Yine açıklanan rakamlara göre, Türkiye’nin 2010 yılı kamu net borç stoğunun 317.4 milyar TL olarak netleştiğini, bunun milli gelire oranının da yüzde 28.7 olduğunu belirten Babacan, bunun aynı zamanda şimdiye kadarki Türkiye’nin en düşük kamu net borç stoğunu temsil ettiğini vurguladı. Avrupa Birliği (AB) brüt borç stoğuna bakıldığında bu rakamın da 459.5 milyar TL ve bunun milli gelire oranın yüzde 41.6 olduğuna işaret eden Babacan, bu konudaki Mastrih kriterinin yüzde 60, fakat şu andaki AB ortalamasının ise yüzde 80’in üzerinde olduğuna dikkat çekti. ‘’Hatta Avro bölgesine baktığımızda rakamlar daha da yüksek ve bu rakamların bazı ülkelerde yüzde 90’lara, hatta tedbirler alınmazsa yüzde yüzlere çıkabileceğini görebiliyoruz. Böyle bir ortamda Türkiye’nin 2010 yılını yüzde 41.6 ile bitirmiş olması da kuşkusuz önemli bir sonuç.’’ diyen Babacan, ‘’2010 yılını çok şükür hedeflerimiz doğrultusunda tamamladık. 2010 yılı pek çok başarılara imza atılmış bir yıl odu. Türkiye dünyanın en hızlı büyüyen ekonomilerinden birisi oldu. Türkiye, 2010 yılında milli gelire oranla borç stoğunu düşüren tek Avrupa ülkesidir.’’ yorumunda bulundu.

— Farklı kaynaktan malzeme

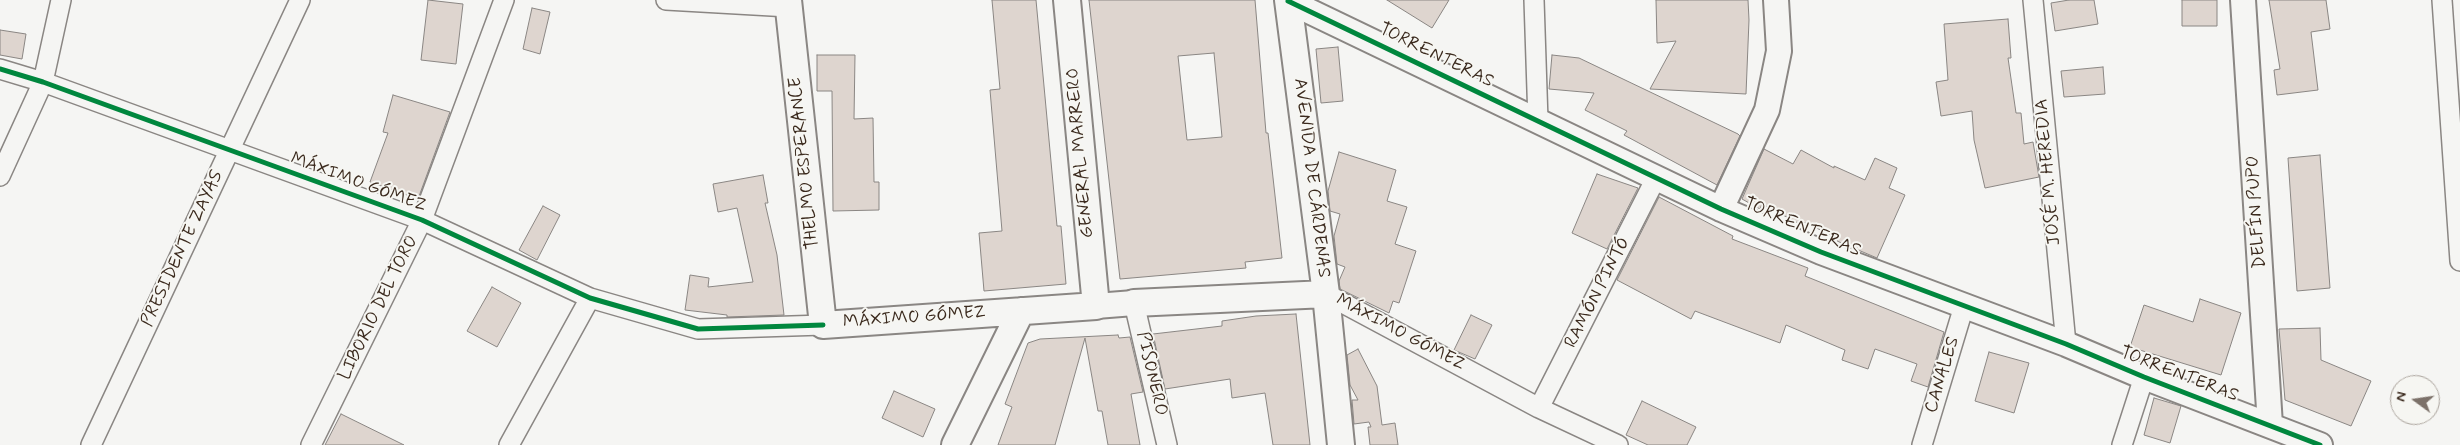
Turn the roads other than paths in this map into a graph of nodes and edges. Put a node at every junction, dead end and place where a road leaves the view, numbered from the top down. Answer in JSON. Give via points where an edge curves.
{"nodes":[{"id":1,"x":61,"y":0,"type":"edge"},
{"id":2,"x":300,"y":0,"type":"edge"},
{"id":3,"x":504,"y":0,"type":"edge"},
{"id":4,"x":666,"y":0,"type":"edge"},
{"id":5,"x":1067,"y":0,"type":"edge"},
{"id":6,"x":1534,"y":0,"type":"edge"},
{"id":7,"x":1776,"y":0,"type":"edge"},
{"id":8,"x":2032,"y":0,"type":"edge"},
{"id":9,"x":2243,"y":0,"type":"edge"},
{"id":10,"x":2442,"y":0,"type":"edge"},
{"id":11,"x":1288,"y":1,"type":"edge"},
{"id":12,"x":789,"y":4,"type":"edge"},
{"id":13,"x":0,"y":69,"type":"edge"},
{"id":14,"x":43,"y":82,"type":"junction"},
{"id":15,"x":1538,"y":121,"type":"junction"},
{"id":16,"x":229,"y":151,"type":"junction"},
{"id":17,"x":0,"y":176,"type":"edge"},
{"id":18,"x":1656,"y":178,"type":"junction"},
{"id":19,"x":1721,"y":209,"type":"junction"},
{"id":20,"x":422,"y":220,"type":"junction"},
{"id":21,"x":2460,"y":261,"type":"edge"},
{"id":22,"x":1326,"y":294,"type":"junction"},
{"id":23,"x":590,"y":298,"type":"junction"},
{"id":24,"x":1134,"y":303,"type":"junction"},
{"id":25,"x":1096,"y":306,"type":"junction"},
{"id":26,"x":1964,"y":306,"type":"junction"},
{"id":27,"x":1021,"y":311,"type":"junction"},
{"id":28,"x":823,"y":325,"type":"junction"},
{"id":29,"x":2066,"y":344,"type":"junction"},
{"id":30,"x":2144,"y":377,"type":"junction"},
{"id":31,"x":1539,"y":408,"type":"junction"},
{"id":32,"x":2270,"y":425,"type":"junction"},
{"id":33,"x":91,"y":445,"type":"edge"},
{"id":34,"x":311,"y":445,"type":"edge"},
{"id":35,"x":509,"y":445,"type":"edge"},
{"id":36,"x":955,"y":445,"type":"edge"},
{"id":37,"x":1167,"y":445,"type":"edge"},
{"id":38,"x":1341,"y":445,"type":"edge"},
{"id":39,"x":1618,"y":445,"type":"edge"},
{"id":40,"x":1922,"y":445,"type":"edge"},
{"id":41,"x":2122,"y":445,"type":"edge"},
{"id":42,"x":2320,"y":445,"type":"edge"}],
"edges":[{"from":1,"to":14,"type":"street"},
{"from":2,"to":16,"type":"street","name":"PRESIDENTE ZAYAS"},
{"from":3,"to":20,"type":"street","name":"LIBORIO DEL TORO"},
{"from":4,"to":12,"type":"street"},
{"from":5,"to":25,"type":"main road","name":"GENERAL MARRERO"},
{"from":6,"to":15,"type":"street"},
{"from":7,"to":19,"type":"street","via":[[1779,51],[1767,110]]},
{"from":8,"to":29,"type":"street","name":"JOSÉ M. HEREDIA"},
{"from":9,"to":32,"type":"street","name":"DELFÍN PUPO"},
{"from":10,"to":21,"type":"street"},
{"from":11,"to":15,"type":"street","name":"TORRENTERAS"},
{"from":11,"to":22,"type":"main road","name":"AVENIDA DE CÁRDENAS"},
{"from":12,"to":28,"type":"main road","name":"THELMO ESPERANCE"},
{"from":13,"to":14,"type":"street","name":"MÁXIMO GÓMEZ"},
{"from":14,"to":16,"type":"street","name":"MÁXIMO GÓMEZ"},
{"from":14,"to":17,"type":"street"},
{"from":15,"to":18,"type":"street","name":"TORRENTERAS"},
{"from":16,"to":20,"type":"street","name":"MÁXIMO GÓMEZ"},
{"from":16,"to":33,"type":"street","name":"PRESIDENTE ZAYAS"},
{"from":18,"to":19,"type":"street","name":"TORRENTERAS"},
{"from":18,"to":31,"type":"street","name":"RAMÓN PINTÓ"},
{"from":19,"to":26,"type":"street","name":"TORRENTERAS"},
{"from":20,"to":23,"type":"street","name":"MÁXIMO GÓMEZ"},
{"from":20,"to":34,"type":"street","name":"LIBORIO DEL TORO"},
{"from":22,"to":24,"type":"main road","name":"MÁXIMO GÓMEZ"},
{"from":22,"to":31,"type":"street","name":"MÁXIMO GÓMEZ"},
{"from":22,"to":38,"type":"main road","name":"AVENIDA DE CÁRDENAS"},
{"from":23,"to":28,"type":"street","name":"MÁXIMO GÓMEZ","via":[[698,329]]},
{"from":23,"to":35,"type":"street"},
{"from":24,"to":25,"type":"street"},
{"from":24,"to":37,"type":"street","name":"PISONERO"},
{"from":25,"to":27,"type":"main road","name":"MÁXIMO GÓMEZ"},
{"from":26,"to":29,"type":"street","name":"TORRENTERAS"},
{"from":26,"to":40,"type":"street","name":"CANALES"},
{"from":27,"to":28,"type":"main road","name":"MÁXIMO GÓMEZ"},
{"from":27,"to":36,"type":"main road"},
{"from":29,"to":30,"type":"street","name":"TORRENTERAS"},
{"from":30,"to":32,"type":"street","name":"TORRENTERAS"},
{"from":30,"to":41,"type":"street"},
{"from":31,"to":39,"type":"street","name":"MÁXIMO GÓMEZ"},
{"from":32,"to":42,"type":"street","name":"TORRENTERAS"}]}
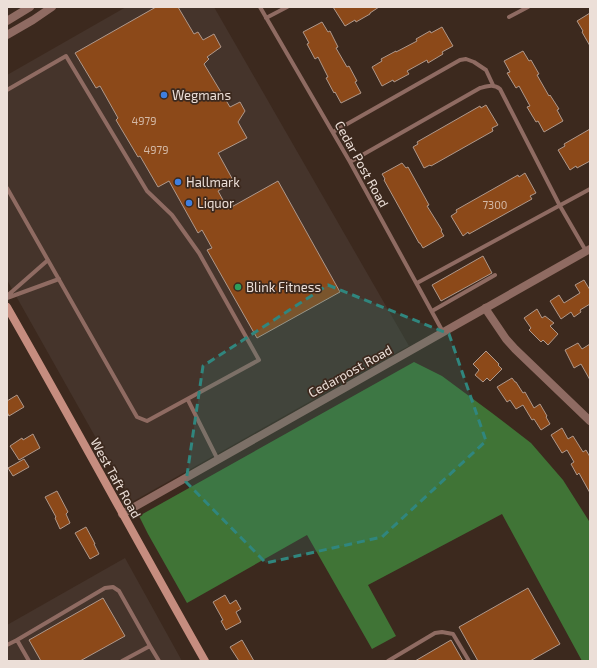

Bunun yanında istihdam verilerinin olumlu olduğunu, 2010’da çalışan sayısının 1 milyon 300 bin kişi arttığını da anlatan Babacan, işsizlik oranının yüzde 2.11 düştüğünü, tüm bunların, sıkıntıların son derece büyük ve risklerin son derece büyük olduğu küresel ortamda başarı örneği olarak ortaya çıkmasını ve tüm dünyada konuşuluyor olmasını sağladığını dile getirdi.

Dün Nanjing’deki günübirlik toplantı çerçevesinde Çin Başbakan Yardımcısı Wang Qishan ile bir araya gelen Babacan, Pekin’de de bugün Çin‘in 5 numaralı adamı olarak görülen Çin Komünist Partisi (ÇKP) Merkez Komitesi Siyasi Bürosu Daimi Üyesi Li Changchun ile görüşecek. Babacan yarın da Türkiye’nin Pekin Büyükelçiliği’nde Büyükelçi Murat Esenli tarafından onuruna verilecek ve Pekin’de yaşayan Türklerin de katılacağı bir çalışma kahvaltısına katılacak.

Babacan’ın heyetinde Hazine Müsteşarı İbrahim Halil Çanakçı, Merkez Bankası Başkan Yardımcısı Erdem Başçı da bulunuyor. Bakan Babacan’ın 3 Nisan’da Çin’den ayrılması bekleniyor.